● Goal of the exercise
The required output is the exact sequence of lines from the line holding "Road topology of" to the end of the records, inclusive.

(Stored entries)
^^^^

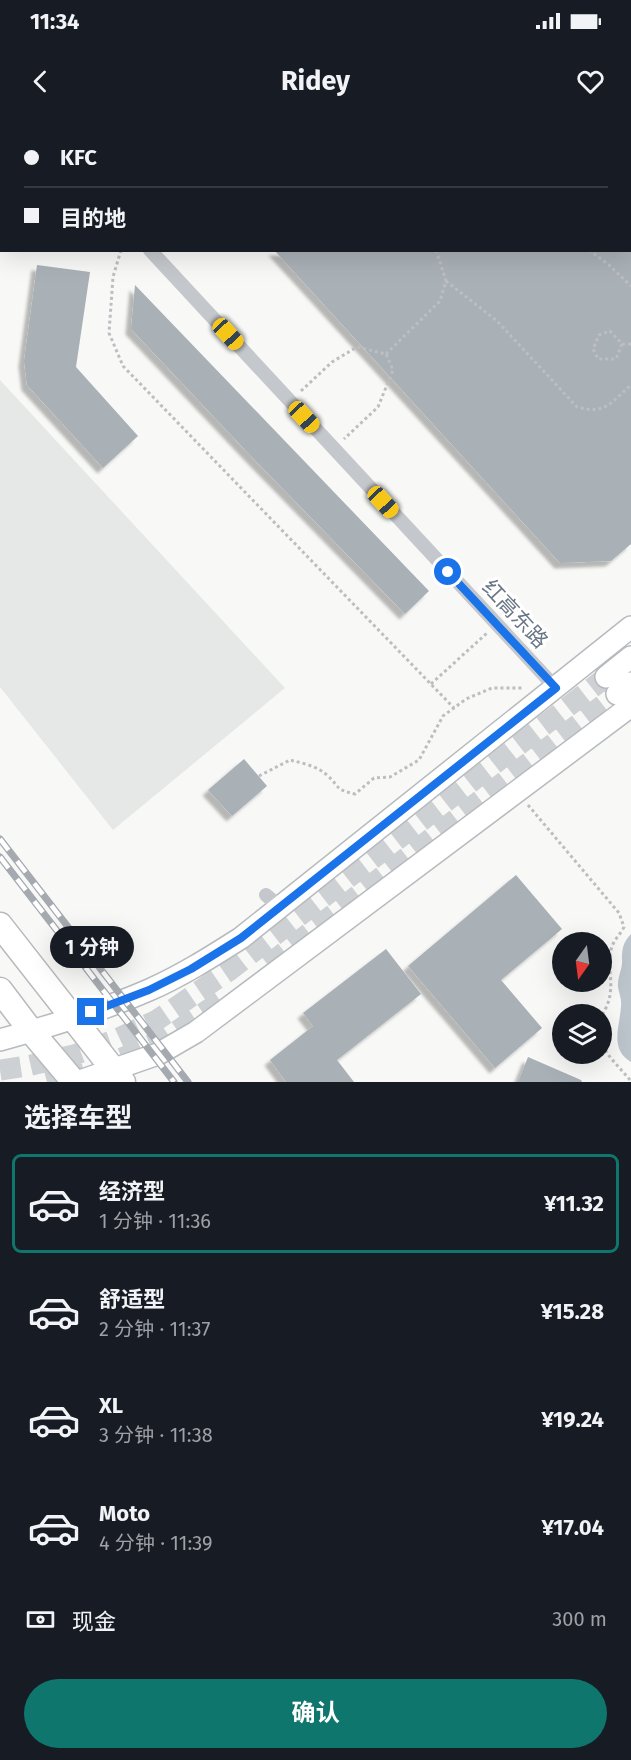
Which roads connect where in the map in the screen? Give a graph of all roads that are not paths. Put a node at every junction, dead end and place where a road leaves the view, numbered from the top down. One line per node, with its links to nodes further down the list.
1 (152, 252): 4 (street, 红高东路)
2 (631, 627): 4 (main road)
3 (631, 657): 5 (main road)
4 (556, 688): 8 (main road)
5 (621, 690): 11 (main road)
6 (0, 925): 8 (highway)
7 (0, 990): 9 (highway)
8 (72, 1019): 9 (main road); 11 (highway)
9 (31, 1031): 10 (main road); 12 (highway)
10 (0, 1040)
11 (118, 1076): 12 (main road)
12 (76, 1082)

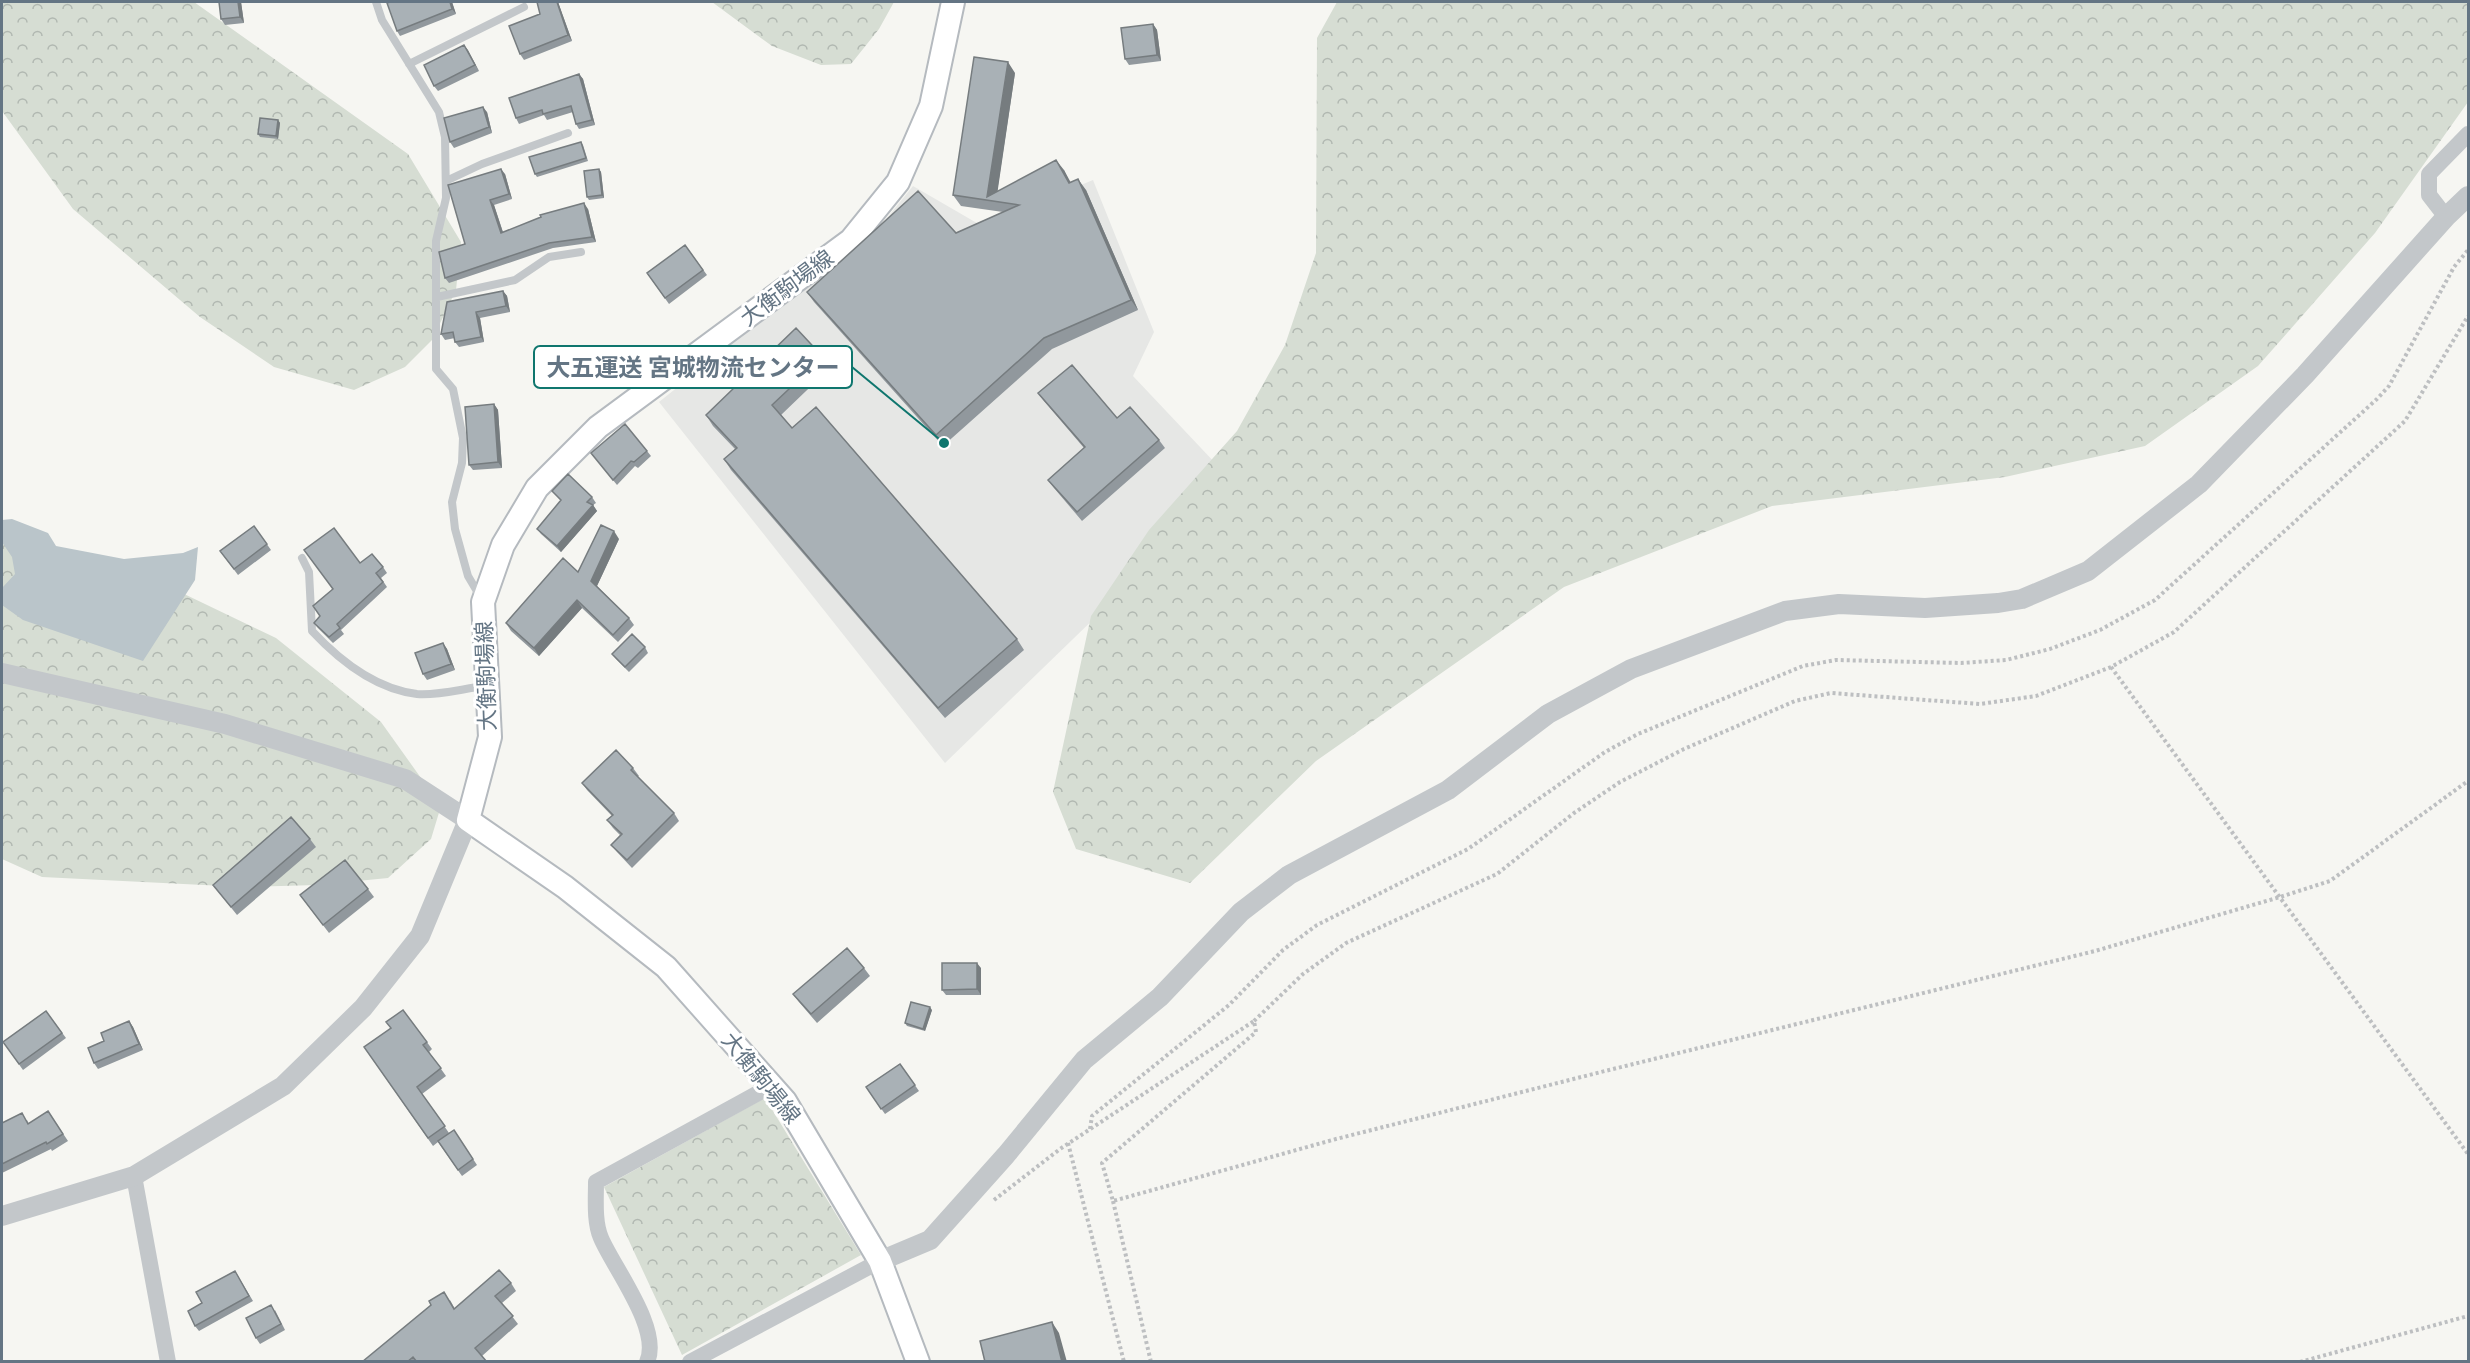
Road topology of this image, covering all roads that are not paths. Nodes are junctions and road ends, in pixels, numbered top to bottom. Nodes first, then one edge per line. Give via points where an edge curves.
1 (387, 2) edge
2 (953, 2) edge
3 (377, 3) edge
4 (524, 7) dead end
5 (409, 64) junction
6 (568, 133) dead end
7 (2469, 134) edge
8 (446, 182) junction
9 (2469, 196) edge
10 (2446, 217) junction
11 (581, 252) dead end
12 (437, 297) junction
13 (302, 558) edge
14 (483, 602) junction
15 (2, 673) edge
16 (487, 686) junction
17 (468, 820) junction
18 (771, 1086) junction
19 (134, 1176) junction
20 (2, 1216) edge
21 (880, 1261) junction
22 (168, 1362) edge
23 (647, 1362) edge
24 (690, 1362) edge
25 (918, 1362) edge

1 - 3 lane
2 - 14 main road, 大衡駒場線 via 931,106 898,182 851,240 598,427 537,488 503,545
3 - 5 lane via 382,20
4 - 5 lane
5 - 8 lane via 439,112 445,137
6 - 8 lane via 482,164
7 - 10 street via 2429,174 2429,195
8 - 12 lane via 436,241
9 - 10 street
10 - 21 street via 2305,375 2199,484 2088,571 2022,598 1972,607 1839,604 1785,611 1631,669 1548,714 1448,790 1289,874 1241,912 1160,997 1084,1060 930,1240
11 - 12 lane via 549,257 515,280
12 - 14 lane via 436,369 453,389 463,438 462,463 452,502 455,529 468,576
13 - 16 lane via 309,572 312,631 333,653 386,687 419,694
14 - 16 main road, 大衡駒場線
15 - 17 street via 225,724 405,778
16 - 17 main road, 大衡駒場線 via 490,737
17 - 18 main road, 大衡駒場線 via 565,887 666,967
17 - 19 street via 420,936 363,1008 283,1086
18 - 21 main road, 大衡駒場線 via 785,1101
18 - 23 street via 596,1182 600,1237 639,1306 651,1353
19 - 20 street
19 - 22 street
21 - 24 street
21 - 25 main road, 大衡駒場線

^^^^

● Response below
Road topology of this image, covering all roads that are not paths. Nodes are junctions and road ends, in pixels, numbered top to bottom. Nodes first, then one edge per line. Give via points where an edge curves.
1 (387, 2) edge
2 (953, 2) edge
3 (377, 3) edge
4 (524, 7) dead end
5 (409, 64) junction
6 (568, 133) dead end
7 (2469, 134) edge
8 (446, 182) junction
9 (2469, 196) edge
10 (2446, 217) junction
11 (581, 252) dead end
12 (437, 297) junction
13 (302, 558) edge
14 (483, 602) junction
15 (2, 673) edge
16 (487, 686) junction
17 (468, 820) junction
18 (771, 1086) junction
19 (134, 1176) junction
20 (2, 1216) edge
21 (880, 1261) junction
22 (168, 1362) edge
23 (647, 1362) edge
24 (690, 1362) edge
25 (918, 1362) edge

1 - 3 lane
2 - 14 main road, 大衡駒場線 via 931,106 898,182 851,240 598,427 537,488 503,545
3 - 5 lane via 382,20
4 - 5 lane
5 - 8 lane via 439,112 445,137
6 - 8 lane via 482,164
7 - 10 street via 2429,174 2429,195
8 - 12 lane via 436,241
9 - 10 street
10 - 21 street via 2305,375 2199,484 2088,571 2022,598 1972,607 1839,604 1785,611 1631,669 1548,714 1448,790 1289,874 1241,912 1160,997 1084,1060 930,1240
11 - 12 lane via 549,257 515,280
12 - 14 lane via 436,369 453,389 463,438 462,463 452,502 455,529 468,576
13 - 16 lane via 309,572 312,631 333,653 386,687 419,694
14 - 16 main road, 大衡駒場線
15 - 17 street via 225,724 405,778
16 - 17 main road, 大衡駒場線 via 490,737
17 - 18 main road, 大衡駒場線 via 565,887 666,967
17 - 19 street via 420,936 363,1008 283,1086
18 - 21 main road, 大衡駒場線 via 785,1101
18 - 23 street via 596,1182 600,1237 639,1306 651,1353
19 - 20 street
19 - 22 street
21 - 24 street
21 - 25 main road, 大衡駒場線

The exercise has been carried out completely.